Records for the task START
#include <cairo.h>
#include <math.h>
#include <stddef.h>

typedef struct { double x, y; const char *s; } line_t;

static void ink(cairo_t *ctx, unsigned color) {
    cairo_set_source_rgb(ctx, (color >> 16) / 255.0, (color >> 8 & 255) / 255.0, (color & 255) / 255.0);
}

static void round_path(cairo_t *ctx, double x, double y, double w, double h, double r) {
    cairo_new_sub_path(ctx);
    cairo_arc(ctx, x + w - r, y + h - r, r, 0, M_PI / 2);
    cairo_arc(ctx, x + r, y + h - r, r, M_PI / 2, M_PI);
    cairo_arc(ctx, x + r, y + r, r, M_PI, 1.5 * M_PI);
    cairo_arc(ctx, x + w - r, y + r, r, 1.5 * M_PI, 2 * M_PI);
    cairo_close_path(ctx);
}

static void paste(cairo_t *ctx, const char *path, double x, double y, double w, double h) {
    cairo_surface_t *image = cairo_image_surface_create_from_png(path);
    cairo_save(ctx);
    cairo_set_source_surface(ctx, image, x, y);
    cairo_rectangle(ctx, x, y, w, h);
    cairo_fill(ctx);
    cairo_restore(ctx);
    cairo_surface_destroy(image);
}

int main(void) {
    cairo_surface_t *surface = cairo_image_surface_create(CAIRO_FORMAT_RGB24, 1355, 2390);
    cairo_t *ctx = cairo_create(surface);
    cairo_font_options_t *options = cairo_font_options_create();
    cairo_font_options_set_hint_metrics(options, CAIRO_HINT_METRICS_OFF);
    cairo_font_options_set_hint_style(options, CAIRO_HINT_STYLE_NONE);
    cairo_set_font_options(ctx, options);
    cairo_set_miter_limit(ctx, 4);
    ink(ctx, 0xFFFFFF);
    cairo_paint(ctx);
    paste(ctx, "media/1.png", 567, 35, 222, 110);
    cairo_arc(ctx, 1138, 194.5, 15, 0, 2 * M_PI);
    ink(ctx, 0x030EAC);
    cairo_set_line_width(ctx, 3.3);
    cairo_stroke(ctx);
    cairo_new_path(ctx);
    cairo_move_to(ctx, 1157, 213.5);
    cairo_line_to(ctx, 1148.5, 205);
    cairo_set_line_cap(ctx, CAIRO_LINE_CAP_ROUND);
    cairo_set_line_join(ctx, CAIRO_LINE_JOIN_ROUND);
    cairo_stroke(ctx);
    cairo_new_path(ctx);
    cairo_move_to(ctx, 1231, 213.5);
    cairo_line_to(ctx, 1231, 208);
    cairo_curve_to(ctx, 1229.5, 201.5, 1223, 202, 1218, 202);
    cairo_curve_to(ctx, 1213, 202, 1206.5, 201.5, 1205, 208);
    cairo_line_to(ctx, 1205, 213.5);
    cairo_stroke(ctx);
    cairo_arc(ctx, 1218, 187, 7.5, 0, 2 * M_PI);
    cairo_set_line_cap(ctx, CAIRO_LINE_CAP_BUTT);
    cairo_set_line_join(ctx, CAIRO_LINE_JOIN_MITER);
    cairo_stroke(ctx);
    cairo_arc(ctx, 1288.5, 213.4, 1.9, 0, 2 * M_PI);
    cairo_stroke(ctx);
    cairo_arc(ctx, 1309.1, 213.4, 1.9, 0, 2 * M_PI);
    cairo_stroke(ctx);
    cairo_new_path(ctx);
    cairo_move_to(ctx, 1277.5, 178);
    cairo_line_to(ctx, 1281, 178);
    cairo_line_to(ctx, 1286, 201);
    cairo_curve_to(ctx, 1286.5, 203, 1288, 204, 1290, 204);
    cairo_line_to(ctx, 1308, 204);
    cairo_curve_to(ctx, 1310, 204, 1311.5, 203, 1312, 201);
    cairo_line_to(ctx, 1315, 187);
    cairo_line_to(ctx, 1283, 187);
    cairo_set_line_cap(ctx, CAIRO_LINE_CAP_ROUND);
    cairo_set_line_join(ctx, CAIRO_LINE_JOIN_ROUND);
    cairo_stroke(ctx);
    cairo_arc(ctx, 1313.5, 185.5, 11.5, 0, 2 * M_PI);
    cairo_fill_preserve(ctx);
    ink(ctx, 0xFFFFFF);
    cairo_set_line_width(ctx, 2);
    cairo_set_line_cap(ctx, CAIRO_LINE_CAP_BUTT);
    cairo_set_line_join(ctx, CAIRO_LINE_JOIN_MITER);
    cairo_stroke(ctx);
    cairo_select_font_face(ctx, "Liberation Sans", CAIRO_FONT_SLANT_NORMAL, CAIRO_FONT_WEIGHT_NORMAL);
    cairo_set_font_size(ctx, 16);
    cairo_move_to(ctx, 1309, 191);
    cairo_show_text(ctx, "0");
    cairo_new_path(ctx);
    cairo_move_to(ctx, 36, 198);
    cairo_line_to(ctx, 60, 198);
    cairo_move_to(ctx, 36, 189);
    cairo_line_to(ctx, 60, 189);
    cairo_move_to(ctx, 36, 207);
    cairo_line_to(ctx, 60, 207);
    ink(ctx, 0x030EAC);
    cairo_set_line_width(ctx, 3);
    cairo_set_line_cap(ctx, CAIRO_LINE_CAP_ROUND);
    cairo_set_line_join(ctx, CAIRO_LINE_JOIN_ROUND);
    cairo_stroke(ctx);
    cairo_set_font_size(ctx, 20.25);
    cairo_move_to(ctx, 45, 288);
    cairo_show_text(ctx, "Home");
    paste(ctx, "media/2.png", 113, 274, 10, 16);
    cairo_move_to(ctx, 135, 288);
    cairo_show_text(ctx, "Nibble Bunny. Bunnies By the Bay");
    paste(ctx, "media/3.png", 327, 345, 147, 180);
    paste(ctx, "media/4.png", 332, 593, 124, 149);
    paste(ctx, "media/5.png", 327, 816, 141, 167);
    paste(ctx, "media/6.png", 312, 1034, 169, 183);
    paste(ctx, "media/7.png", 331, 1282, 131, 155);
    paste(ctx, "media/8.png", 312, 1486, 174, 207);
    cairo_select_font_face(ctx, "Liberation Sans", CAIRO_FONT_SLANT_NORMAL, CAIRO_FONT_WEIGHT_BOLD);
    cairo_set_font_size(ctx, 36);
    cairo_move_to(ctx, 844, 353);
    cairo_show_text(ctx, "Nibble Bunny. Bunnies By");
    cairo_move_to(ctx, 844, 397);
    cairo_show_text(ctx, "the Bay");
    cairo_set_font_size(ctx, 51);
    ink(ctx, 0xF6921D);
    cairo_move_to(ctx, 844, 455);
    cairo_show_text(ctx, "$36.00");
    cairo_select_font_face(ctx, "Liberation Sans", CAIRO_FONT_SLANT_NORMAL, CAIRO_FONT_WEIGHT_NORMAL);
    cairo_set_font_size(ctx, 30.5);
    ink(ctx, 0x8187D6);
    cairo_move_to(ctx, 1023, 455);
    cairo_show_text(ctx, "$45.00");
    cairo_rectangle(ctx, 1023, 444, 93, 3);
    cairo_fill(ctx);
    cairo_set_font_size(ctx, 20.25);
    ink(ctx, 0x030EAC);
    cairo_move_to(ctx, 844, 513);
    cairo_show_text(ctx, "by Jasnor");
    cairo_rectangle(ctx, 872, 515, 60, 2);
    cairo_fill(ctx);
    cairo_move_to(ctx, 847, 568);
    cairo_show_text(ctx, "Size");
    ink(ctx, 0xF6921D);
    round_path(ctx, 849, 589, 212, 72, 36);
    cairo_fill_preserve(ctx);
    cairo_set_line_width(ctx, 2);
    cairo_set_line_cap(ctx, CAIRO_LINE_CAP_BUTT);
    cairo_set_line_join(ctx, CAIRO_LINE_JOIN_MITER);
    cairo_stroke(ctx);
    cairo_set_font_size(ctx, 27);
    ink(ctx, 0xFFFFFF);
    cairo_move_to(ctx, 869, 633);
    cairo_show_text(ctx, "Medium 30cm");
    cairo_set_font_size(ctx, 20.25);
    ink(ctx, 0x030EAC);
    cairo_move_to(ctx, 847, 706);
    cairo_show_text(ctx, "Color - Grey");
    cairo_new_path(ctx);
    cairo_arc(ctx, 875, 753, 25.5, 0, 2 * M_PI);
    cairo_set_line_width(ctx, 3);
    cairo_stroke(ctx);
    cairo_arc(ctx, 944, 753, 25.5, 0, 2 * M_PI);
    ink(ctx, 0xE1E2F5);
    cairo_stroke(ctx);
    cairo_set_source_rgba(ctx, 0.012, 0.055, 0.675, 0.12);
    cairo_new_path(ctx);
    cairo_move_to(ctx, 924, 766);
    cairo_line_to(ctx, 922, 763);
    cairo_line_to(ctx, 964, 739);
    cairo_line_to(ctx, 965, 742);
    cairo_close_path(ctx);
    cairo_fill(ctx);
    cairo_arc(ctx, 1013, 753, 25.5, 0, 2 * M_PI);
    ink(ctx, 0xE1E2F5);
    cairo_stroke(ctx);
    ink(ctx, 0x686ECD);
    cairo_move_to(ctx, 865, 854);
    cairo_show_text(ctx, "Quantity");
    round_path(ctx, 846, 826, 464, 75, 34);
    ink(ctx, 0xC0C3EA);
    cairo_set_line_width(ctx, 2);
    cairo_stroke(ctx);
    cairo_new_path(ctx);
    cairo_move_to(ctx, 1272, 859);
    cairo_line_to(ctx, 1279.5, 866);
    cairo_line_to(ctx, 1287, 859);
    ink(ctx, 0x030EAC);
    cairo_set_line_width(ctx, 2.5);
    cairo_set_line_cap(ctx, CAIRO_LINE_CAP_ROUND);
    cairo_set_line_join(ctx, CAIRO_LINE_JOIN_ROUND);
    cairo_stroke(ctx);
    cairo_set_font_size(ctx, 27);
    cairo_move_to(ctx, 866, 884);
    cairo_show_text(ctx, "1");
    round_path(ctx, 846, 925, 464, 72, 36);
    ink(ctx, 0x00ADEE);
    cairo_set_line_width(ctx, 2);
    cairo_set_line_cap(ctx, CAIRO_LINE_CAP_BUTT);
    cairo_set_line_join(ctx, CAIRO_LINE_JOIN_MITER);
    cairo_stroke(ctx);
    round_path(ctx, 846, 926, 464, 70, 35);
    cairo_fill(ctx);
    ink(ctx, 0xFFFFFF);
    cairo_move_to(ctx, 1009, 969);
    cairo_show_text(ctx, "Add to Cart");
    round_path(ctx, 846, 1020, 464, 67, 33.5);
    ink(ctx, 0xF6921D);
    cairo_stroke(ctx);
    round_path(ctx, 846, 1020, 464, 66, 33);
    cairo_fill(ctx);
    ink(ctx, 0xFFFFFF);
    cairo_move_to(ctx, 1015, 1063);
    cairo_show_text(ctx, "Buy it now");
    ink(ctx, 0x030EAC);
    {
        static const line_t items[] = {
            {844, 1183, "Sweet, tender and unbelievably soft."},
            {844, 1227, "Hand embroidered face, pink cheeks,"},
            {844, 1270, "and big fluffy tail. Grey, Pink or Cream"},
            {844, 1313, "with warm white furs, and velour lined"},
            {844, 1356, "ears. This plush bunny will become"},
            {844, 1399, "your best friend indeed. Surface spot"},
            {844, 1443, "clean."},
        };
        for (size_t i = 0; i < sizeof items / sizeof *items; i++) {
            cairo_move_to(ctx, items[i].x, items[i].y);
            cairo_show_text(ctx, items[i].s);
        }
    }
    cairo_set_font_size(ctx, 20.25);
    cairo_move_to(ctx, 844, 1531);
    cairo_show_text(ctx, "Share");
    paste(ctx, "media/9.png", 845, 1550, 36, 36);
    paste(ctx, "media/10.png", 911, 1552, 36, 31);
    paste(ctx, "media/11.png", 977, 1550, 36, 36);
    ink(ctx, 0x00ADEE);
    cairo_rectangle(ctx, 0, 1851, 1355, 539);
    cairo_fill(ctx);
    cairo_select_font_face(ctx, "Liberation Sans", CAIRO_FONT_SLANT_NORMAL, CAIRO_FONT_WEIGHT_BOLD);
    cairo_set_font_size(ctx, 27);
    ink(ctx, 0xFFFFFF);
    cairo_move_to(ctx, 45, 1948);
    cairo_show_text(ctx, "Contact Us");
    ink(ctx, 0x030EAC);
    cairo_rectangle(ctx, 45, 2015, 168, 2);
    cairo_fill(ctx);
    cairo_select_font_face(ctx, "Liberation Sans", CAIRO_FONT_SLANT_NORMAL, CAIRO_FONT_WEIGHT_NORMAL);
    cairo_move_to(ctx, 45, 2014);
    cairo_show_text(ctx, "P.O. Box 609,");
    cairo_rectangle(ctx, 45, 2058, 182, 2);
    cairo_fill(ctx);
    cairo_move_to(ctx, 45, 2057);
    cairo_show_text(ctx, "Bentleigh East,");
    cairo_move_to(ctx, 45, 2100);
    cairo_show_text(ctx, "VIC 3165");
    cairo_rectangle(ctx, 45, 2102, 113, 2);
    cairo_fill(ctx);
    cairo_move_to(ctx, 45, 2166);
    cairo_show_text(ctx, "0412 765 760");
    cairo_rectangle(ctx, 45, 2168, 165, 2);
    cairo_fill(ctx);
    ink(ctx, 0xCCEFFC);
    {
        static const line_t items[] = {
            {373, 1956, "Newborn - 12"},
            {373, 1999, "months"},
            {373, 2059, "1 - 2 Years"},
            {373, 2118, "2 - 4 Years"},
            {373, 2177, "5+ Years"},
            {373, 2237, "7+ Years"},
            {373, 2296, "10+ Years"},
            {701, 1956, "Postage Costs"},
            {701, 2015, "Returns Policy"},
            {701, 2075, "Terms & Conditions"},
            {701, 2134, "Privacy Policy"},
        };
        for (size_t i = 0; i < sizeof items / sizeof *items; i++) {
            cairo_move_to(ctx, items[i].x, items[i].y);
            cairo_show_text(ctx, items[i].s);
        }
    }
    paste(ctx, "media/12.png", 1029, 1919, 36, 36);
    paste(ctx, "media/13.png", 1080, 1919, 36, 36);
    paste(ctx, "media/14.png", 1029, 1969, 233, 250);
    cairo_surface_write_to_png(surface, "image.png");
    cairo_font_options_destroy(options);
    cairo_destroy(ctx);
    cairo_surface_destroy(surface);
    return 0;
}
Records for the task END
About this exercise:
Would you output, from the records above, exactly the run of lines that starts at the line containing "cairo_set_font_options(ctx, options);" and ends at the line containing "cairo_set_miter_limit(ctx, 4);", and only that run?

Result of the exercise:
    cairo_set_font_options(ctx, options);
    cairo_set_miter_limit(ctx, 4);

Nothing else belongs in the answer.